--- AIM OF THE TASK ---
Copy out each line of the material in which the word "Atenco" can be found.

--- SUPPLIED INFORMATION ---
+++

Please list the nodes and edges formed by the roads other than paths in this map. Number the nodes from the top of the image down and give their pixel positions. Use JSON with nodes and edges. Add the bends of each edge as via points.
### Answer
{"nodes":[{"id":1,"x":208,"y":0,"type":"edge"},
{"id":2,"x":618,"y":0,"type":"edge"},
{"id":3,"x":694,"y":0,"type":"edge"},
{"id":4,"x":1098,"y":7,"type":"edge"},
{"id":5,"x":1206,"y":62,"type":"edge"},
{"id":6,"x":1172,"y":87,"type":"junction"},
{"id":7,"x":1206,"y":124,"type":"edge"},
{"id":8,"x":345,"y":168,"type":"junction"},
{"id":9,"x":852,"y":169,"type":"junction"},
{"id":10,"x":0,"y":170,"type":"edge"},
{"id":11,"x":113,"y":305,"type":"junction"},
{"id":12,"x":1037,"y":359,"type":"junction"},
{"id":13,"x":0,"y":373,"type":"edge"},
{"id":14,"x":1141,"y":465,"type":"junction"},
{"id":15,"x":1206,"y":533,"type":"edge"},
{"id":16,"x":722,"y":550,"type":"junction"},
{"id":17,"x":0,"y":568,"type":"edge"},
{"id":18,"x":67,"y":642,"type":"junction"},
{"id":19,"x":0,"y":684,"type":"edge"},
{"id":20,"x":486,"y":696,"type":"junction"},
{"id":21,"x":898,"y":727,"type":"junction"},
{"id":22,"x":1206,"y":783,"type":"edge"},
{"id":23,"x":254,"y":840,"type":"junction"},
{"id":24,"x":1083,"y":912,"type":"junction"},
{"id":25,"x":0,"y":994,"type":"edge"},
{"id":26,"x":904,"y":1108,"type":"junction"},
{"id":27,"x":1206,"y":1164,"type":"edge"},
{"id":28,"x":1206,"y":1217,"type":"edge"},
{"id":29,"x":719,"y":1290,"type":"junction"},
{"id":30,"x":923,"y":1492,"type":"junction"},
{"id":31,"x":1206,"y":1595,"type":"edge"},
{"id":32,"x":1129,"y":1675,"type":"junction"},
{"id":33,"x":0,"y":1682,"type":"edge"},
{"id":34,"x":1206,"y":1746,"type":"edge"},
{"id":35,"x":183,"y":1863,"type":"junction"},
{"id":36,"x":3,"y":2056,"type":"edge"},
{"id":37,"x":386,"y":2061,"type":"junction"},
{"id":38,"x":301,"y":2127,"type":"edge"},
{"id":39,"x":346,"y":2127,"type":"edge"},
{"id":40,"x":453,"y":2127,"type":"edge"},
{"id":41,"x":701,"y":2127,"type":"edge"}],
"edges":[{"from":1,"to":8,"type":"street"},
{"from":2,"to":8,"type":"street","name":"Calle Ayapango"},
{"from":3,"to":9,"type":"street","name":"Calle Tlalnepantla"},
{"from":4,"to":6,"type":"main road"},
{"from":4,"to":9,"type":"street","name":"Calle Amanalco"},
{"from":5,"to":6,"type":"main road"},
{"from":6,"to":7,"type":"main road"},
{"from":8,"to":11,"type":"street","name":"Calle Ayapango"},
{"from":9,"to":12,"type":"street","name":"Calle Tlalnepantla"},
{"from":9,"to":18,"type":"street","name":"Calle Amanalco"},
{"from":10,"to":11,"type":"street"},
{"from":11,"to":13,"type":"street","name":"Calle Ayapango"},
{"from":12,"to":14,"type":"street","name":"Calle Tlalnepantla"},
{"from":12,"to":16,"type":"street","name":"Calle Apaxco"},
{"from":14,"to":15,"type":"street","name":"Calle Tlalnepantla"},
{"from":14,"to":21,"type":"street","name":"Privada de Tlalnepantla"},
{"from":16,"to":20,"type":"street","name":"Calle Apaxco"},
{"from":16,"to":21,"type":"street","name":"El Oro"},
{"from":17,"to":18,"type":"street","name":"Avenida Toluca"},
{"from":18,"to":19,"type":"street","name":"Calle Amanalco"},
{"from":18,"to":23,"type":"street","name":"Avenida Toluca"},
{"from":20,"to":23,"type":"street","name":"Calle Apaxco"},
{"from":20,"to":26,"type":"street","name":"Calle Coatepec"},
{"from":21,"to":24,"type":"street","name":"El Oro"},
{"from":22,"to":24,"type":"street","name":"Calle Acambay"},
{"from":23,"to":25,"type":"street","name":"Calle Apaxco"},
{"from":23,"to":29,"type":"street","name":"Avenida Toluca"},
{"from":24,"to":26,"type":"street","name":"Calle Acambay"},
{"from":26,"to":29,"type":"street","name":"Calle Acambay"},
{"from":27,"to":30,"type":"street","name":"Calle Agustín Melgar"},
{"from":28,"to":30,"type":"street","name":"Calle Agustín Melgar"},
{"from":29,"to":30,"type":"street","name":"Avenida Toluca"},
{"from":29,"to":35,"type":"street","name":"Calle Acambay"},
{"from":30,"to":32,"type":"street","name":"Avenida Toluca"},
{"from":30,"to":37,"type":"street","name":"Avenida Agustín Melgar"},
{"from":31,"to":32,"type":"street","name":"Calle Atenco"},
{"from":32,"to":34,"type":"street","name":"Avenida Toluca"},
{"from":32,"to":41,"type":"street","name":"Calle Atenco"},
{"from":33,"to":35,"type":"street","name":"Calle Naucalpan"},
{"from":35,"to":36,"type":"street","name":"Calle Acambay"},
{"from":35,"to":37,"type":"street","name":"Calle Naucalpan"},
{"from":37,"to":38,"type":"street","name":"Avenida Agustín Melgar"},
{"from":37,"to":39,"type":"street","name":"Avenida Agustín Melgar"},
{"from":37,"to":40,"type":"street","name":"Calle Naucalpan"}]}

+++

--- SOLUTION TO THE PROBLEM ---
{"from":31,"to":32,"type":"street","name":"Calle Atenco"},
{"from":32,"to":41,"type":"street","name":"Calle Atenco"},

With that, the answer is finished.